1. The suspension type rotational flow demisting system is characterized by comprising a fixed beam fixedly arranged in a chimney and a rotational flow demisting device connected with the fixed beam, wherein the rotational flow demisting device is suspended below the fixed beam;

the rotational flow demisting device comprises one or more demisting parts and a plurality of demisting channels, wherein the demisting parts sequentially comprise a first wall, a first blade, a second wall and a second blade from outside to inside, the demisting channels comprise a first channel and a second channel, the first channel is defined by the first wall, the first blade and the second wall, and the second channel is defined by the second wall and the second blade;

the first wall is hexagonal in shape along a cross section perpendicular to the length direction of the first wall, and the second wall is circular or hexagonal in shape along a cross section perpendicular to the length direction of the second wall;

along the flow direction of the flue gas in the demisting channel, the first wall and/or the wall surface of the second wall sequentially comprise a first straight wall surface, a corrugated wall surface and a second straight wall surface, the first straight wall surface and the second straight wall surface are both composed of straight plates, the corrugated wall surface is composed of corrugated plates, the straight wall surfaces on two sides are beneficial to the natural flow of liquid drops, and the corrugated wall surface is beneficial to the residence of the liquid drops after the collision;

the bottom of the rotational flow demisting device is provided with a guide plate, and the wall surface of the guide plate is connected with the first straight wall surface; along the flow direction of the flue gas, the wall surface of the guide plate gradually extends from the middle of the chimney to the side wall of the chimney, and the middle part of the guide plate is far away from the first straight wall surface than the end part of the guide plate.

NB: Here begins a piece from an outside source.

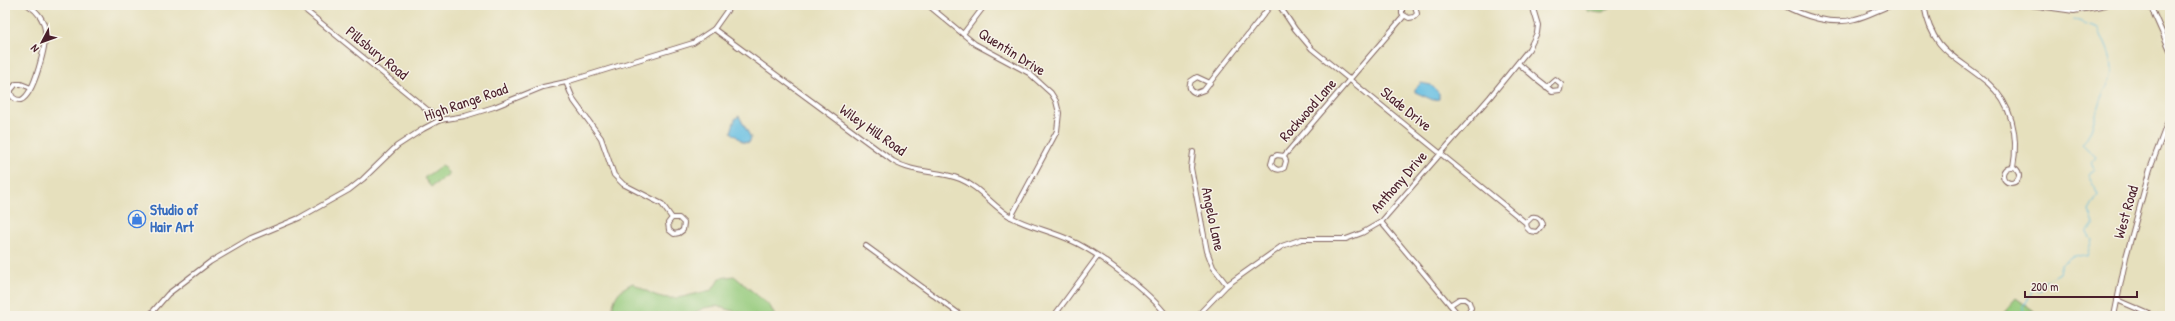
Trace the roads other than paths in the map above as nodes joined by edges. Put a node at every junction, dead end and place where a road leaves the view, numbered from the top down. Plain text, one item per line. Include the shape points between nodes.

2. The suspended cyclone mist eliminator system as recited in claim 1, wherein a center of a hexagon where a cross section of the first wall perpendicular to the length direction is coincident with a center of a circle or hexagon where a cross section of the second wall perpendicular to the length direction is.

3. The suspended cyclone mist eliminator system as recited in claim 1, wherein a plurality of said first vanes are provided, one end of each of said first vanes being connected to an inner wall surface of said first wall and the other end being connected to an outer wall surface of said second wall; the inclination angles of the first blades are 21-33 degrees, the inclination angles of any two first blades are consistent, and the first blades are uniformly distributed around the first wall or the second wall.

4. The suspended cyclone mist eliminator system as claimed in claim 1, wherein a plurality of said second blades are provided, a plurality of said second blades are parallel to each other, and both ends of each of said second blades are connected to an inner wall surface of said second wall; the inclination angle of the second blades is 48-60 degrees, the inclination angles of any two second blades are consistent, and the distances between any two second blades are the same.